_____L’archipel aux éveillés, enfin ! Escorté par un navire de la Marine dont la présence a été expressément requise par la compagnie de transport, le Passe sans Casse, fier bâtiment de la Translinéenne, fait son entrée dans le port tranquille de la plus grande île parmi cet archipel. Il faut dire que notre traversée n’a pas été de tout repos : juste après le cap des jumeaux, nous avons été victimes d’une terrible tentative de mutinerie ! Orchestrée par deux horribles jumeaux, Zanko et Kuna, elle a bien failli prendre le contrôle de tout le bateau et ce n’est qu’en unissant les forces de tous les passagers que nous avons pu reprendre le contrôle de nos vies et de notre liberté… restait la question des nombreux pirates que nous avions fait prisonniers ! Bien qu’il ait été de nombreuses fois question de les exécuter froidement, nous les avons gardés sous bonne garde jusqu’ici où la Marine a accepté de dépêcher un équipage spécialement pour prendre en charge tous ces criminels.
_____Franchement, je suis soulagée parce qu’il n’y a pas de base de la Marine sur l’archipel.

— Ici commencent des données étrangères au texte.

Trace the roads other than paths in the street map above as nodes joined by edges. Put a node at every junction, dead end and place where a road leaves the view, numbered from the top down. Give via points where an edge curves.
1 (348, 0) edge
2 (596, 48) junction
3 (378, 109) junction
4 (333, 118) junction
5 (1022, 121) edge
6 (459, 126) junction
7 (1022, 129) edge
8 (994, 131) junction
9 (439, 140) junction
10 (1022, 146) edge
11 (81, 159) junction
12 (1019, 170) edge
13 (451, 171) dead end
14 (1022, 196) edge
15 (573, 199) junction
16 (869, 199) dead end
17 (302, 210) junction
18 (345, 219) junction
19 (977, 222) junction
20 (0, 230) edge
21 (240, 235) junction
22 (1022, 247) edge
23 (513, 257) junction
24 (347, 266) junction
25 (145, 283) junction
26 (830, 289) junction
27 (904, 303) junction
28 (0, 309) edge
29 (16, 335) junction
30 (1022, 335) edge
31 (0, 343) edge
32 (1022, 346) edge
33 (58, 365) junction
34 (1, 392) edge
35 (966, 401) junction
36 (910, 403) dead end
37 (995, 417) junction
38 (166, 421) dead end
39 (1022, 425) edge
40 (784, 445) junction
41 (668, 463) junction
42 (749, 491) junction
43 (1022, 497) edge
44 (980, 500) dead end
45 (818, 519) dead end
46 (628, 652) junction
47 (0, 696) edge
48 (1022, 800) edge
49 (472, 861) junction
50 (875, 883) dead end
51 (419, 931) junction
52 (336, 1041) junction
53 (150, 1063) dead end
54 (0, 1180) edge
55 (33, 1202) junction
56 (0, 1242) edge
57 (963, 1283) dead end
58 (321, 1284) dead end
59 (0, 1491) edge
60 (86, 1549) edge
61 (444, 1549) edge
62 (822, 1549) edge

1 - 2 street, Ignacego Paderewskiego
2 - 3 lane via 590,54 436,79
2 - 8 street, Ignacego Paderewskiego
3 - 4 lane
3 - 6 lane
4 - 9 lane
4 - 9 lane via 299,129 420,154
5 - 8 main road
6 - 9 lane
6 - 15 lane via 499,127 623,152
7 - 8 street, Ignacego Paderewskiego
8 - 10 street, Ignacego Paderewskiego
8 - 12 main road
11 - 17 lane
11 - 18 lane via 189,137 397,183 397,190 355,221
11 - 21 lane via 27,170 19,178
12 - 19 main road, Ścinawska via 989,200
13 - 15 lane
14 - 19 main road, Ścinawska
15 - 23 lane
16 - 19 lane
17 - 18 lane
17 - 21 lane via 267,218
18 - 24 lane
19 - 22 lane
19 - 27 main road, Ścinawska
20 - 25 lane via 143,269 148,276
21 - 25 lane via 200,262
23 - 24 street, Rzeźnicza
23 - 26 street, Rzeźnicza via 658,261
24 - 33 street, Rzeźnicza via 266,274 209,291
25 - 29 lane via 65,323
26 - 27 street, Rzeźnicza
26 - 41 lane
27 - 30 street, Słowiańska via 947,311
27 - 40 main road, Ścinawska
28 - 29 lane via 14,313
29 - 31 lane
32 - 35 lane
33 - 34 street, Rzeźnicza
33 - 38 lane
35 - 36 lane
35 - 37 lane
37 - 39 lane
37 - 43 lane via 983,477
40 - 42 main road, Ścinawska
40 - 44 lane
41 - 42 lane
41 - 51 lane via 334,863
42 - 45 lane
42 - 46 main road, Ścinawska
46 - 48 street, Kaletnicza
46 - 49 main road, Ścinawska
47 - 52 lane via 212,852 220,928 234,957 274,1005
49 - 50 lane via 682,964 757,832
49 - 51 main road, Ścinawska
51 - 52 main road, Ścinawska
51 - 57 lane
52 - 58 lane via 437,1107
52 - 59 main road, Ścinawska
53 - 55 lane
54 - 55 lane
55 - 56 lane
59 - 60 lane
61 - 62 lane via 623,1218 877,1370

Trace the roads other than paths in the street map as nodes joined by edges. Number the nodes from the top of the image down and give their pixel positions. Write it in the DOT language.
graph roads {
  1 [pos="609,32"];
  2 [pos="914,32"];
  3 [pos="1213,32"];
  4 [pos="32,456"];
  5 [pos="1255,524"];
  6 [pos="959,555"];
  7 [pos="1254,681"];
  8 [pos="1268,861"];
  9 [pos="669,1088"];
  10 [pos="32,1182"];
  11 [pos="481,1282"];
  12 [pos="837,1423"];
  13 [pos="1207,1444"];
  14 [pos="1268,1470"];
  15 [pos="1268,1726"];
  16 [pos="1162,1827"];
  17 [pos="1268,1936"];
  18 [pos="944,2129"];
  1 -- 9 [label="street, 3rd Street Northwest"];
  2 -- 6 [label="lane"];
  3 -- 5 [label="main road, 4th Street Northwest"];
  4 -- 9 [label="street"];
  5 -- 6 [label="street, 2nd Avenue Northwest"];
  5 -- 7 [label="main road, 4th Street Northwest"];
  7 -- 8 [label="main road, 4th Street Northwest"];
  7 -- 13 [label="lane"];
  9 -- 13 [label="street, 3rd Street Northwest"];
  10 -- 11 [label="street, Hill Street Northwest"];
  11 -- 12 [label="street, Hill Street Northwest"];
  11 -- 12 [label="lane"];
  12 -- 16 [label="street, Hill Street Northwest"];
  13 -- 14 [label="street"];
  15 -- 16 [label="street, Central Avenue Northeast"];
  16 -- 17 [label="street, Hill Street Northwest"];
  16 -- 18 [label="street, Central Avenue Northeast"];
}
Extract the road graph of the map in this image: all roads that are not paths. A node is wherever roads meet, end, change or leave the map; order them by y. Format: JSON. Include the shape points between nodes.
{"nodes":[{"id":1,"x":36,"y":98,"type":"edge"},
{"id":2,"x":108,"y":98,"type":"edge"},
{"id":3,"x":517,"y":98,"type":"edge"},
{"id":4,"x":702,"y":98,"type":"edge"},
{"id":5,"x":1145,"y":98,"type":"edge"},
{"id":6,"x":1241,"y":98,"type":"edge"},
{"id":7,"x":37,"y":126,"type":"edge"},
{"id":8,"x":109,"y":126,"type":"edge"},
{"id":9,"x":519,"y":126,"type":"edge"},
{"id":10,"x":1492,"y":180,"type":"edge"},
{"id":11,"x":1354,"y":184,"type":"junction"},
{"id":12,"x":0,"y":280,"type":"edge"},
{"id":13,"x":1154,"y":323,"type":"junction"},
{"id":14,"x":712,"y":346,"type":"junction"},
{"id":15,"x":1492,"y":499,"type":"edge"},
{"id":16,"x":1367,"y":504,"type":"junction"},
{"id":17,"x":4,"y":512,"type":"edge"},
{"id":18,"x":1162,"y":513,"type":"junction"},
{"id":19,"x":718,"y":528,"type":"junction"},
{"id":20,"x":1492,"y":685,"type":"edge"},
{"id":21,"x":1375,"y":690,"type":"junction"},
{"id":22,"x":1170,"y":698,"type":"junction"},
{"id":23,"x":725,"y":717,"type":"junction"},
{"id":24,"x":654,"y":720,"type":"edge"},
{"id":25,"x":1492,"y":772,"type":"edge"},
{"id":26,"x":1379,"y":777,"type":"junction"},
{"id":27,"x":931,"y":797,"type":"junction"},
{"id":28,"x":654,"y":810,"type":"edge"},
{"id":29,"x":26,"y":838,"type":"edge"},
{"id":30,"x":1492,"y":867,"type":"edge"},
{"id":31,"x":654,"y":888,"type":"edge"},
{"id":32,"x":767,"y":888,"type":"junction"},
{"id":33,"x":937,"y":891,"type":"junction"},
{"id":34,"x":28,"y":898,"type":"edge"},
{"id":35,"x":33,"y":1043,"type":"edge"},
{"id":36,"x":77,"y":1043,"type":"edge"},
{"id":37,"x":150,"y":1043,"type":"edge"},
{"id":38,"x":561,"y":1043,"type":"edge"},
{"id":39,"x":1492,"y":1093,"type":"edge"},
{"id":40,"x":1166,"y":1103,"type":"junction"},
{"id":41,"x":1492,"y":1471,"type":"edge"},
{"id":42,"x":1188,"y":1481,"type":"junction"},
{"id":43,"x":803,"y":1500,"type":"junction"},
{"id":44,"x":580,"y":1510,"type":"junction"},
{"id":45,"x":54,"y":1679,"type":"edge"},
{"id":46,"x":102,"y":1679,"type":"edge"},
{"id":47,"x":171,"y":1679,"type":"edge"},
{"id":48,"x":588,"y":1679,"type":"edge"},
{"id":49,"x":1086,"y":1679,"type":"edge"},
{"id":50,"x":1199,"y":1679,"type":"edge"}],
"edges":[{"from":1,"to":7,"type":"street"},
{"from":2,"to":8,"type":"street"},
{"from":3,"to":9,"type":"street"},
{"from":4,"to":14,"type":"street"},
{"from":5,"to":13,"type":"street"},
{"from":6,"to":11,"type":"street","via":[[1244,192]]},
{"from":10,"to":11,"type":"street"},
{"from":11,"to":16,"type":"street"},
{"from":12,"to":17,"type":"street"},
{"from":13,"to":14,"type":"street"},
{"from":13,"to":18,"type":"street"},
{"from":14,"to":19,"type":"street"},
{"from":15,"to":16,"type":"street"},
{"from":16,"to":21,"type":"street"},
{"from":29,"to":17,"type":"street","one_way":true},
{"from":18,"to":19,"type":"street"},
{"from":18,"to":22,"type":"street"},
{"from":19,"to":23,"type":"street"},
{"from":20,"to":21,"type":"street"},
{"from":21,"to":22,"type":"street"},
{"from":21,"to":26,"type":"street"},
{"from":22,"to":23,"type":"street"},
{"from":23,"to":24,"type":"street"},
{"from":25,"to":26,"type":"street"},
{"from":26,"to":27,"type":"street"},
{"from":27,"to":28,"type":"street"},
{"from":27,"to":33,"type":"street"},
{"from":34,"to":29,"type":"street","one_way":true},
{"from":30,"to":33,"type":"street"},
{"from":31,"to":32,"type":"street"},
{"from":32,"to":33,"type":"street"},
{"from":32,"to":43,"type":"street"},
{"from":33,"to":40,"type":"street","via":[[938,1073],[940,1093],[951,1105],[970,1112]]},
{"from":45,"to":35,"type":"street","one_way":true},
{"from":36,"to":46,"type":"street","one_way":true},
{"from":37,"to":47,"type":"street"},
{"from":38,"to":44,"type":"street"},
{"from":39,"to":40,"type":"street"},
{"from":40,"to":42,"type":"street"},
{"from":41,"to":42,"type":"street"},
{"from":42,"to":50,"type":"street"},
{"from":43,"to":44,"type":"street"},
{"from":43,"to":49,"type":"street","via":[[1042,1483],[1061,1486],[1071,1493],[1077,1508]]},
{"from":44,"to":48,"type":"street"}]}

Sans cela l’équipage n’aurait jamais accepté de garder ces dangereux individus en vie. Les autres peuvent bien avancer tous les arguments qu’ils veulent, mais un tueur reste un tueur et si on se mettait à tuer des gens de sang-froid, on aurait beau avoir toutes les raisons du monde, ce ne serait plus de la légitime défense. Quelle serait la différence entre ces pirates et nous ? Ces bandits avaient sans doute toute une flopée de justifications pour nous liquider, et peut-être qu’ils ne se voient pas comme des méchants mais comme des gens acculés sans autre solution… Quoi qu’il en soit, ils restent des humains et ils ont donc le droit à être jugés en toute impartialité ! Je suis sûre que le gouvernement saura prendre des décisions au cas par cas en tenant compte de la situation de chacun, et donc je suis rassurée. Peut-être que certains vont se racheter, se rendre compte de leurs erreurs et se réinsérer dans la société, qui sait ?
_____L’île est époustouflante. Gigantesque, un volcan y a élu domicile et crache en permanence des nappes de fumée qui grondent de puissance. Impérieux, il domine les terres, pour la plupart recouvertes d’une végétation incroyablement dense qui fait la richesse des environs. En effet, il y pousse du bois phosphorescent dont les fruits sont également lumineux ! D’après la légende, il ne fait jamais nuit par ici et c’est de là que l’archipel tient son nom. En plus de cela, les eaux volcaniques attirent une espèce bien particulière de poissons-lanternes qui contribue elle aussi à l’éclairage permanant de cette île. Ah là là, j’imagine bien les soirées d’enfer qu’il doit y avoir toutes les « nuits » !
_____Mais qu’est-ce que je fais sur cette île ? Sur Grand Line, qui plus est ! Bonne question : alors que je tenais une boutique sans histoire sur la petite île paisible de Cocoyashi, j’ai fait la rencontre d’une certaine Caramélie, une élégante jeune fille pleine d’énergie et d’enthousiasme. À nous deux, nous avons réussi à décoder une carte au trésor qui mènerait jusqu’au légendaire trésor de la reine Kalida, qui aurait régné ici avant le siècle oublié. La plupart des forêts étant inexplorées, c’est tout à fait plausible que le trésor ait traversé les âges sans que personne ne vienne le piller ! Motivées par l’aventure et la richesse, nous avons décidé de nous associer et avons fait voile à bord de la Translinéenne, et nous voilà !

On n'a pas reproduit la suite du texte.